[Stored data]
=-=-=

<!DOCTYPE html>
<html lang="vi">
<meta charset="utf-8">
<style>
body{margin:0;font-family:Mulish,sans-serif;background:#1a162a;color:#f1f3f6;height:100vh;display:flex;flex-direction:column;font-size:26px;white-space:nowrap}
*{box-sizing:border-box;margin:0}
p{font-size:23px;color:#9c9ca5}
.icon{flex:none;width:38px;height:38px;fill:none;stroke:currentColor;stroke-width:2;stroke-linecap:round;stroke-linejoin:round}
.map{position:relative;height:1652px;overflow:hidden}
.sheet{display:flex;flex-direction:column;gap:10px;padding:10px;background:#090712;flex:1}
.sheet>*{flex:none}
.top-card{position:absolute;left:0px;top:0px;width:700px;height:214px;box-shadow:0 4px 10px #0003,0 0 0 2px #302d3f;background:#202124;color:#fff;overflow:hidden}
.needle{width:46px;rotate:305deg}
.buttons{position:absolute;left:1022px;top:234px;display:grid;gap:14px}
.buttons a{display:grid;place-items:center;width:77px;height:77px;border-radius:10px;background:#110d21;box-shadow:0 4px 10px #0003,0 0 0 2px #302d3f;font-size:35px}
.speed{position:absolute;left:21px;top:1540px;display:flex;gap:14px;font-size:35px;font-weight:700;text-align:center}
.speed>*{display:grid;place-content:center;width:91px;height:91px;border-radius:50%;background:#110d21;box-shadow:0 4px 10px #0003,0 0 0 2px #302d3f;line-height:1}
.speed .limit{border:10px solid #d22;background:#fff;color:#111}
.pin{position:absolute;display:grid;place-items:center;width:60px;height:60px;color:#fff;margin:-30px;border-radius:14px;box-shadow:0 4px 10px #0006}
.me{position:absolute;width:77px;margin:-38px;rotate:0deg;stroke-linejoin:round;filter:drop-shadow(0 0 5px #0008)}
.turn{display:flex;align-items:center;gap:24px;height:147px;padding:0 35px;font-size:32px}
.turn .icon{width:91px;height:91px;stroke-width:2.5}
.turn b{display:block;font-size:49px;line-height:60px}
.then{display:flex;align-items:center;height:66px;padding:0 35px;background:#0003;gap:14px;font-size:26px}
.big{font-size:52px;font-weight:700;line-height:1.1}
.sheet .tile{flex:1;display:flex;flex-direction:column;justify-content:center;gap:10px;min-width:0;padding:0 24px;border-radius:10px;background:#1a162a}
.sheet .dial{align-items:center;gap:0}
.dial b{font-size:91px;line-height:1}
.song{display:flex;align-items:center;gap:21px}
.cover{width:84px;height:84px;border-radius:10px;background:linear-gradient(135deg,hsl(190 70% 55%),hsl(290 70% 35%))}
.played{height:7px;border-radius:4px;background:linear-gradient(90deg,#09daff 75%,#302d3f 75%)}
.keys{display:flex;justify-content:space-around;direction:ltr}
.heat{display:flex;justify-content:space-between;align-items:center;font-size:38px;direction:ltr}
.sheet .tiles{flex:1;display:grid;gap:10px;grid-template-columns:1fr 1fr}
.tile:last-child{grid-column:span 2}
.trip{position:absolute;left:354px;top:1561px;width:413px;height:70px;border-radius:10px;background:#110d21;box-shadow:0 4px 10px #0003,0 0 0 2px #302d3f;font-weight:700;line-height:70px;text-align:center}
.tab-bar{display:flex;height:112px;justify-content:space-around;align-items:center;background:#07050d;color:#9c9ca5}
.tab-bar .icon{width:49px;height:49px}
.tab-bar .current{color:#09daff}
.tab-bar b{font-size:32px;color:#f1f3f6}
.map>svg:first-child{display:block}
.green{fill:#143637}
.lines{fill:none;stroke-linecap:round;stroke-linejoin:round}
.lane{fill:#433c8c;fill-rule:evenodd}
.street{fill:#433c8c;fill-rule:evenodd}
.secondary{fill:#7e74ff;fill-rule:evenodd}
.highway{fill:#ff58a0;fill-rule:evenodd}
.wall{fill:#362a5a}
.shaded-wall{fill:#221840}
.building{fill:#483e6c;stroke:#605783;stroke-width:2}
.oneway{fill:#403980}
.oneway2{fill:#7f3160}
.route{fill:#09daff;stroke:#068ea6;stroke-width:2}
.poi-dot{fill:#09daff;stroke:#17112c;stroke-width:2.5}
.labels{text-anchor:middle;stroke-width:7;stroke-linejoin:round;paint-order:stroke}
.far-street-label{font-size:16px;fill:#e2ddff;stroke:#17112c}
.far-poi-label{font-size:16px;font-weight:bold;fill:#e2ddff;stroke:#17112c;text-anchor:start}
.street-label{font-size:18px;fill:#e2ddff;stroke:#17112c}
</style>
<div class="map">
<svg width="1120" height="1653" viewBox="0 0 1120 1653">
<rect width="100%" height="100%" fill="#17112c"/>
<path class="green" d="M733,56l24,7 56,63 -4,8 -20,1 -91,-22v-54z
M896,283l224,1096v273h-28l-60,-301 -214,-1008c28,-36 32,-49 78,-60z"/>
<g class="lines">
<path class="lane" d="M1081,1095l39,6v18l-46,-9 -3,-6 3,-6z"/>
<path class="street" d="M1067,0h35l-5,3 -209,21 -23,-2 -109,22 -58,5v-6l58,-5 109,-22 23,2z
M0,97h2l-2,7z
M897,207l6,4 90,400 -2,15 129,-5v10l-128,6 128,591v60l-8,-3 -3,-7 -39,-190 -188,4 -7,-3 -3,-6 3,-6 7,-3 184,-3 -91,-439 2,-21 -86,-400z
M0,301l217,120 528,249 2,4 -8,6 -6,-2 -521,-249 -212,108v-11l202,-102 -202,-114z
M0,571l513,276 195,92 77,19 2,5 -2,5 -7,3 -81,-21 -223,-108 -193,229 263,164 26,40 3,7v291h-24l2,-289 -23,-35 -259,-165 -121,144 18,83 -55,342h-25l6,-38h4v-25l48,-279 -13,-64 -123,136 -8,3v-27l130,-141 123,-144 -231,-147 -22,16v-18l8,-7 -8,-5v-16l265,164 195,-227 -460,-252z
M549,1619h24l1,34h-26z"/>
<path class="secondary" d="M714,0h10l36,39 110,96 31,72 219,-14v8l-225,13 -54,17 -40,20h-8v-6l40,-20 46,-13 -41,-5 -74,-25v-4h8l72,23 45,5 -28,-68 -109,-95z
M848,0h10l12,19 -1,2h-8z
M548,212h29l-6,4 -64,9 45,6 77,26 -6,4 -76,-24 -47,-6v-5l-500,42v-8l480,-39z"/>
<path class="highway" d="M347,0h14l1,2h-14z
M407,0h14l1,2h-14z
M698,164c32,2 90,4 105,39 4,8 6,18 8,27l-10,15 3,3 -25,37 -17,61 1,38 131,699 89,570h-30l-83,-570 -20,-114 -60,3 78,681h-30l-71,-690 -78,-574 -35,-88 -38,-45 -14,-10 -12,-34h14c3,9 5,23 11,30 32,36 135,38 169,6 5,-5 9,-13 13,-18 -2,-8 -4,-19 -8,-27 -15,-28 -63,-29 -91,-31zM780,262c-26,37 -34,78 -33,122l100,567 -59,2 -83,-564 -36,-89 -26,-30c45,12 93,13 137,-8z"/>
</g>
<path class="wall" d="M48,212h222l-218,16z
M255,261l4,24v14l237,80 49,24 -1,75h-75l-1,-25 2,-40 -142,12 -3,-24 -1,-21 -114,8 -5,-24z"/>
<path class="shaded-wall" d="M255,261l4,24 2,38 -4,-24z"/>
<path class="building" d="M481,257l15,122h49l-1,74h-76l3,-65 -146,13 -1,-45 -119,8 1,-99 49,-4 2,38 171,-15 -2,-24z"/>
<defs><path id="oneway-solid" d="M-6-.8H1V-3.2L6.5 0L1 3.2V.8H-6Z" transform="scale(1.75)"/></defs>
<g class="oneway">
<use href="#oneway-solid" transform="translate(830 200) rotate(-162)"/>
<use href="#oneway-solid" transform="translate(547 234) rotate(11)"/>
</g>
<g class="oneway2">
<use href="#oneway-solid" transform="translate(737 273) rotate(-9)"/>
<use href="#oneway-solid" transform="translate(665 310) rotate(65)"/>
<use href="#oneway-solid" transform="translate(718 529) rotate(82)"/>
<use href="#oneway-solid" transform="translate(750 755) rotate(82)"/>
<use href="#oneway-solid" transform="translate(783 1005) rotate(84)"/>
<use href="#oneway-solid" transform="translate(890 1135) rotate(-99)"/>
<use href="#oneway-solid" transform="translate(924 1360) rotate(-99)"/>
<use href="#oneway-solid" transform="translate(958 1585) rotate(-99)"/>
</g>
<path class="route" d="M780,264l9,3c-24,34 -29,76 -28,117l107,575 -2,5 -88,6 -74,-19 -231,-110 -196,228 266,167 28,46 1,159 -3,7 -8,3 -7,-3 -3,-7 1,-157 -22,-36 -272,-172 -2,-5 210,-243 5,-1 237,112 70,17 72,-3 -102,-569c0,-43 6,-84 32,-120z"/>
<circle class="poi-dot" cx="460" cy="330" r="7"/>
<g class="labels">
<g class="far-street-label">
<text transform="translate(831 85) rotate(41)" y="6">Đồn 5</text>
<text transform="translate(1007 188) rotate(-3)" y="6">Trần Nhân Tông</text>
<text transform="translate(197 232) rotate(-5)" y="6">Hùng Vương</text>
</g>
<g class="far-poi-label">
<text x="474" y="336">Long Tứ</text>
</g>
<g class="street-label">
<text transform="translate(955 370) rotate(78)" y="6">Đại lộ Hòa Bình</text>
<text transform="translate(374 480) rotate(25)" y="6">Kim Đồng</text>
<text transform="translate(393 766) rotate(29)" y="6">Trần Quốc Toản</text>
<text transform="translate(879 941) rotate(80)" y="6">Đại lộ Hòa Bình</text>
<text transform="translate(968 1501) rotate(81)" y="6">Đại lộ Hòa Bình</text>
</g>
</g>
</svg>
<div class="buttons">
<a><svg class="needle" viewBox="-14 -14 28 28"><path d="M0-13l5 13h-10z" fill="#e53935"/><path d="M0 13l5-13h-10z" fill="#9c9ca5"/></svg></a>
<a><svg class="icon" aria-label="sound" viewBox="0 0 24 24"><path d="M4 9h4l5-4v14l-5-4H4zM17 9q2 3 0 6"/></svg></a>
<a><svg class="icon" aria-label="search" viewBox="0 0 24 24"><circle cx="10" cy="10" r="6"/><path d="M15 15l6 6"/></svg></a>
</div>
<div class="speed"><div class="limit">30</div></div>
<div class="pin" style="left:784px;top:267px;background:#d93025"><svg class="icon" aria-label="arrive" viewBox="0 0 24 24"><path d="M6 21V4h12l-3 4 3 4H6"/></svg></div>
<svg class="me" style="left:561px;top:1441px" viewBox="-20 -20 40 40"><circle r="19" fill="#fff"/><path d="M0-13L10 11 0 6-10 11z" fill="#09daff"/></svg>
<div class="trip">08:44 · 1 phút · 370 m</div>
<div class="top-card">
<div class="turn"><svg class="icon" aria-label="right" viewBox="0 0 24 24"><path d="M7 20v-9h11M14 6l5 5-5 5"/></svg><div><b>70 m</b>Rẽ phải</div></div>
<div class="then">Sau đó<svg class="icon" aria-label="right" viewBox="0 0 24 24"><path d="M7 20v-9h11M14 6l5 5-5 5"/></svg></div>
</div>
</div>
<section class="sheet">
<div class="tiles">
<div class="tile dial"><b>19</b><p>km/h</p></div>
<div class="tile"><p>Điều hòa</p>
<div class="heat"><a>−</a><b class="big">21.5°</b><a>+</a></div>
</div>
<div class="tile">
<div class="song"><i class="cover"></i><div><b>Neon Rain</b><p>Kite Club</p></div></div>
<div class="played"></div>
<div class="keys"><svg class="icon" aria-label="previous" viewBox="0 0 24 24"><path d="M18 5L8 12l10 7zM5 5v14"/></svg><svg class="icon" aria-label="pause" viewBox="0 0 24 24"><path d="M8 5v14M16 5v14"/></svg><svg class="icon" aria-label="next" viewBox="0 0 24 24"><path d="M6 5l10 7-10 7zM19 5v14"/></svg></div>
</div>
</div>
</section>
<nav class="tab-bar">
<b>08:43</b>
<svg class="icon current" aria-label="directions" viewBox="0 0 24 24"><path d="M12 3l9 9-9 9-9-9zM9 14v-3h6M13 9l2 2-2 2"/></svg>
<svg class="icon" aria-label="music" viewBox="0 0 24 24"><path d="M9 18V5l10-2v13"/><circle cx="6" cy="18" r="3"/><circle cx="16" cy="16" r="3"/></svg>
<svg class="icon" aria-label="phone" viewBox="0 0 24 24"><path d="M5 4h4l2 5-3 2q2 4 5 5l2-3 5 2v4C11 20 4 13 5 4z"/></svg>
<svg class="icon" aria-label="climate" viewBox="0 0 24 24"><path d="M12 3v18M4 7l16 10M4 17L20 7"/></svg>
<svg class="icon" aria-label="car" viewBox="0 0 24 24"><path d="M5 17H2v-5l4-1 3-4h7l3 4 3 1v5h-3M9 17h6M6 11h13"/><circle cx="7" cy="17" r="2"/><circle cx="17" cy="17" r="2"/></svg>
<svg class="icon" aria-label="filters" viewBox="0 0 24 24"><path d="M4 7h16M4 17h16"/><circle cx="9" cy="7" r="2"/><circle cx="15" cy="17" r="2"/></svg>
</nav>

=-=-=

● What is required
Among the lines of the data above, find those with the word "limit" and show them.

● Result
.speed .limit{border:10px solid #d22;background:#fff;color:#111}
<div class="speed"><div class="limit">30</div></div>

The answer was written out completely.